Provide the number of lines in the material below that include the word "paths", without any accompanying text.
:: Input material
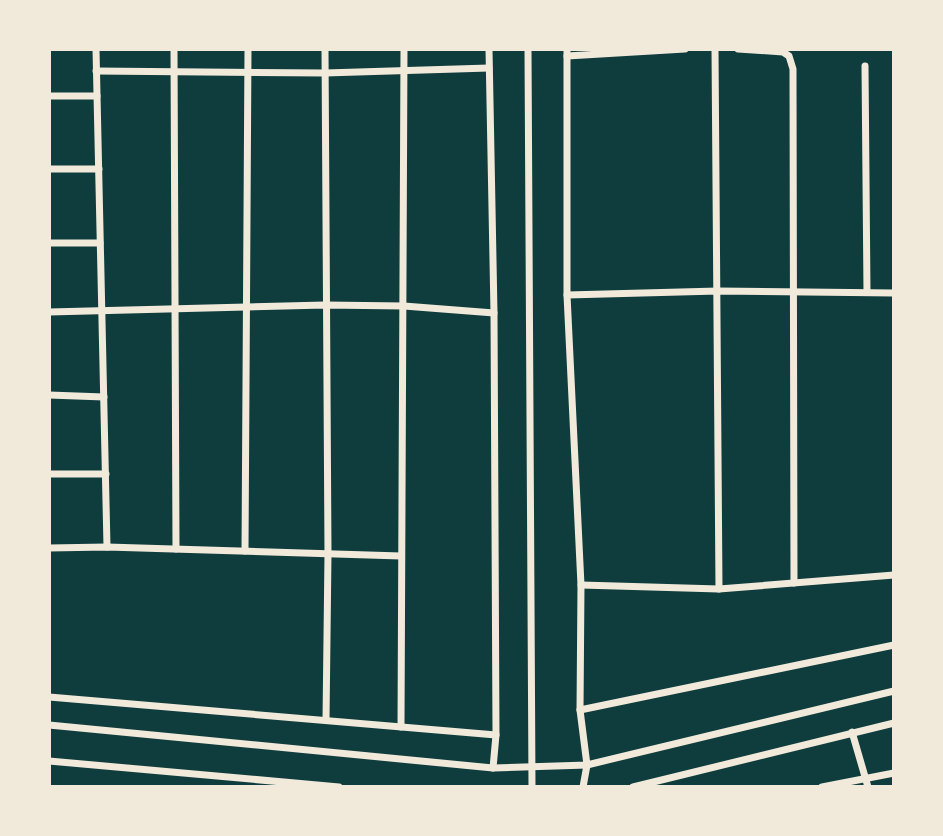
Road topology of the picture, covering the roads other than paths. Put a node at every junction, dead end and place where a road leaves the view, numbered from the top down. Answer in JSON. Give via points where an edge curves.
::::
:: Input material
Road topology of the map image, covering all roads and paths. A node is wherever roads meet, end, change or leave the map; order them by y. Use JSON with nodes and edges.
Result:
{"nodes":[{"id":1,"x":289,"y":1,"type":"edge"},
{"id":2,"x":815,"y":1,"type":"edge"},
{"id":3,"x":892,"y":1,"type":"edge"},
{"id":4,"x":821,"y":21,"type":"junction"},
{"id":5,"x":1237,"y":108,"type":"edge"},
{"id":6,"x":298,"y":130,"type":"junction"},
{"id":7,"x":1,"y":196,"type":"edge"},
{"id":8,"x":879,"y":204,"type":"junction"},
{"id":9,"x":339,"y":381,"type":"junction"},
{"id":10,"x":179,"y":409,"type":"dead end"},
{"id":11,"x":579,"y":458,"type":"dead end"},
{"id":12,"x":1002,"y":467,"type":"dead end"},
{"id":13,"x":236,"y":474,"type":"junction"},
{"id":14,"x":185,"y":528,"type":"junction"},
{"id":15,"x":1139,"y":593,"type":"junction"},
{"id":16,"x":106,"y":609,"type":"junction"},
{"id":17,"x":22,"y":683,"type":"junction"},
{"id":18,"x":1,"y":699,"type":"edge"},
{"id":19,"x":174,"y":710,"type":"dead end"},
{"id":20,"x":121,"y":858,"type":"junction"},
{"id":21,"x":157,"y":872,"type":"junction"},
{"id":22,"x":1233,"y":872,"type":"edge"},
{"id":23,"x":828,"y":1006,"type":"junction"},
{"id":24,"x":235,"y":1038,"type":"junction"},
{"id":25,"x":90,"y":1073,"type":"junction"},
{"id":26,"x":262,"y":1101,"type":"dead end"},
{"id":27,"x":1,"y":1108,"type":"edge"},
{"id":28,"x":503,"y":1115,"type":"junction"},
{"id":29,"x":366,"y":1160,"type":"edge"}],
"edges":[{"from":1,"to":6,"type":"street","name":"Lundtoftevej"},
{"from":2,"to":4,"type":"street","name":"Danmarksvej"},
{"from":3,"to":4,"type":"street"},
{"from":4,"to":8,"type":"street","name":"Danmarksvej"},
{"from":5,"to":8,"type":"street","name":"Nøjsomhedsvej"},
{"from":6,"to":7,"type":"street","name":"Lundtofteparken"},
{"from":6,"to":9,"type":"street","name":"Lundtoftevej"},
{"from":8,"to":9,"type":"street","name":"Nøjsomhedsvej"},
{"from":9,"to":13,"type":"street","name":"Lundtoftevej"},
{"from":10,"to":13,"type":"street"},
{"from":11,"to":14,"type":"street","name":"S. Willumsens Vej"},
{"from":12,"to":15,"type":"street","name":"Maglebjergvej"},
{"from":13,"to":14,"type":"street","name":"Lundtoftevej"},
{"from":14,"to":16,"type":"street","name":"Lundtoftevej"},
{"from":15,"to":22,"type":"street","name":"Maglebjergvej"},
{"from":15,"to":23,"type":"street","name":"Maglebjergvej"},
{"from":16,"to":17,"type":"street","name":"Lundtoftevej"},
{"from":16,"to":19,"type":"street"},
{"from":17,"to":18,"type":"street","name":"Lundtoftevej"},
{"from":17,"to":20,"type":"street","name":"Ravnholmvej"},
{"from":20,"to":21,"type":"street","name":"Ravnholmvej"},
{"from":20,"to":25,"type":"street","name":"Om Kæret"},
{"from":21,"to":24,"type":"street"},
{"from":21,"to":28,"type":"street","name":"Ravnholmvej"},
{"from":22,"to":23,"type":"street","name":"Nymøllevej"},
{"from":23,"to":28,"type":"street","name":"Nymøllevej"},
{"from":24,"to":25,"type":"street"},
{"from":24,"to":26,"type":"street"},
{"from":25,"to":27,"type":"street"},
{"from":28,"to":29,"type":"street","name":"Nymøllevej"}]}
::::
- **Solution to this problem**:
2